Protestant Holocaust scholar confronts years of denial

Robert Ross feels at home in a synagogue, has spoken from pulpits across the country and has been the target of anti-Semites.

Yet Ross is a Protestant. He's also a leading Christian expert on the Holocaust.

Currently a professor on the faculty of Berkeley's Graduate Theological Union, Ross is the author of "So It Was True: The American Protestant Press and the Nazi Persecution of the Jews." This book, published in 1980, forced America's Christian community to confront its unwillingness to aid European Jews during World War II.

In his book, Ross reprinted hundreds of articles that originally appeared in the American Protestant press before and after the war. These articles clearly documented Nazi atrocities, and prove that Christians knew much about Nazi activities, despite widespread protestations to the contrary.

The facts were just ignored.

On four consecutive Sundays beginning Oct. 22, Ross will be in Oakland delivering a series of lectures titled "After 50 Years: Remembering the Holocaust." The series is sponsored by Oakland's Beth Jacob Congregation and Park Boulevard Presbyterian Church,where the lectures will take place, and the Jewish Community Relations Council of the Jewish Federation of the Greater East Bay.

Ross will examine the growth of Nazi ideology and the rise of anti-Semitism, beginning with Hitler joining the National Socialist Workers Party in 1921. He will also analyze the operation of concentration camps and slave labor camps and will discuss the development of Hitler's so-called "Kingdom of Death."

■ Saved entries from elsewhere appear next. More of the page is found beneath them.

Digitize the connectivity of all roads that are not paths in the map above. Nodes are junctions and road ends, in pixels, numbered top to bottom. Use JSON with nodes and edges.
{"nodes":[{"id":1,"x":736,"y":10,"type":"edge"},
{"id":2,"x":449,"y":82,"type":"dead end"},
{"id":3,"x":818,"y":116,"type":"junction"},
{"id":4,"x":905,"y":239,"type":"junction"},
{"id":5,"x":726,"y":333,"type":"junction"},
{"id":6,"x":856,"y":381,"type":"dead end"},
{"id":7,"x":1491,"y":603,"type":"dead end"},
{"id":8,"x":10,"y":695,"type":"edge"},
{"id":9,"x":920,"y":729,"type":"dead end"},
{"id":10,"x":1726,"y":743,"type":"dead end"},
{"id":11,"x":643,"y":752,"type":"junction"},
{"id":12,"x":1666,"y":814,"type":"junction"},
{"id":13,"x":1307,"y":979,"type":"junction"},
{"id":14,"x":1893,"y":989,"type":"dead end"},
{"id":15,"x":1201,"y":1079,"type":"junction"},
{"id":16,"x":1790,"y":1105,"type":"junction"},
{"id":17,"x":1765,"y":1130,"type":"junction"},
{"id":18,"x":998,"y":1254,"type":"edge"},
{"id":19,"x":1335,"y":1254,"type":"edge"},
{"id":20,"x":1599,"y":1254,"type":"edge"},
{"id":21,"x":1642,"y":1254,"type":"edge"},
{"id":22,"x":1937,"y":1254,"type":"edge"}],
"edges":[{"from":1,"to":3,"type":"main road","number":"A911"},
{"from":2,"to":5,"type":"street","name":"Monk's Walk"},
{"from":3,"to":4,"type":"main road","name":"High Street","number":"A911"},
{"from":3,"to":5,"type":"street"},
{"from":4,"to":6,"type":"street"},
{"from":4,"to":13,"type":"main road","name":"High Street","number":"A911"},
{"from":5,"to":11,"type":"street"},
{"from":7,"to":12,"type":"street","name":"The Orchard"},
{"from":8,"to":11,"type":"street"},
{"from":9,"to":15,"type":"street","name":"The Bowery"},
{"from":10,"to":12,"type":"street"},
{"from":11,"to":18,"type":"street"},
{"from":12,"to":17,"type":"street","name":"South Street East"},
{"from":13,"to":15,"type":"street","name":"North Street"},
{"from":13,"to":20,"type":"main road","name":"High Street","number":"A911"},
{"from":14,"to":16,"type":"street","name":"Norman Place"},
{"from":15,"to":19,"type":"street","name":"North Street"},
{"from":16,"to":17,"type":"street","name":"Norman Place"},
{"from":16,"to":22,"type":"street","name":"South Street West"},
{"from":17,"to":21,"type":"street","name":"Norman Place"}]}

A letter from a Jewish-American camp liberator to his parents, photos from slave labor camps and pages from the Mauthausen book that recorded deaths are some of the original documents Ross will introduce. On Nov. 5, Ross will be joined at the lectern by Ernie Hollander, who survived several Nazi camps.

Ross' final lecture will explore the meaning of the Holocaust, not just as an example of man's inhumanity to man but as a metaphor for evil in the world.

A veteran lecturer with over two decades of experience, Ross will also offer his perspective on shifts in attitude and reaction to the Holocaust.

At first the Christian community didn't want to hear Ross' message, he said recently. Ninety-five percent of his early speaking engagements were hosted by Jewish organizations. Ross remembers one speech he gave at a Protestant seminary: Only five people showed up.

After delivering lectures to Christian groups, Ross was regularly barraged with anti-Semitic literature and insults, he recalls.

But now, he says, many Christians who once denied or claimed ignorance of the Holocaust have come to accept the truth and their own responsibility for ignoring the facts.

While many church groups today invite camp survivors to deliver lectures and speeches, survivors were largely ignored before the 1960s.

Perhaps the most significant change has been in overall church policy.

"The church has become much more proactive," Ross said.

Many churches supported the anti-war movement of the 1970s, and other social issues since then, he said. And Ross sees this as a direct result of the churches' miserable neglect of the Nazis' victims.

His quest started 23 years ago, inspired by a fellow University of Minnesota professor of religion who, speaking of the Holocaust, said, "Five hundred thousand, maybe. But 6 million, no."

"I knew he was wrong," said Ross. "I was so embarrassed not to have enough information to challenge him." So he did what any academician would: He headed for the library. His primary goal was learning exactly how much American Protestants knew about the Jews' situation in wartime Germany.

Digging through libraries and basements at religious colleges and seminaries, Ross found over 600 articles about the Jewish situation in Germany that had been published in 52 different American Protestant periodicals between 1933 and 1945. But Ross was surprised to note that even the newspapers' editors doubted the articles' veracity.

"We hear this; we know it's being reported but we have no witnesses," Ross said the editors claimed. The news managers said they were leery of false reports, such as those printed during World War I.

As a Christian and as a professor of religion, Ross had to understand the whats, whys and hows of Nazi Germany, he said.

"Ninety-two to 95 percent [of those] who participated in [the Holocaust] were baptized as Christians. If the Jews are the victims, then Christians are the perpetrators," he said. "We must accept, as a Christian community, what happened to those" victims.

Ross has interviewed survivors and liberators, visited death camps and slave labor camps, read Holocaust literature and published many articles. His collection of original documents continues to grow. Eventually these documents will be donated to the Holocaust Museum in Washington, D.C. but until then, he uses them to illustrate his lectures.

Ross sees the Holocaust as the natural result of the kind of bureaucracy that carries out orders and never asks questions. When he started his work, Ross wanted to gain knowledge in order to join Jews who declare, "Never again."

But he still sees widespread evidence of bureaucratic indifference, noting that requests for aid to troubled nations often sit on diplomats' desks for months and even years on end, eliciting no response.

Does such passivity amount to complicity or complacency — or both? Ross said. Paraphrasing U.S. Navy Admiral Hyman Rickover, he said, "Complacency is complicity."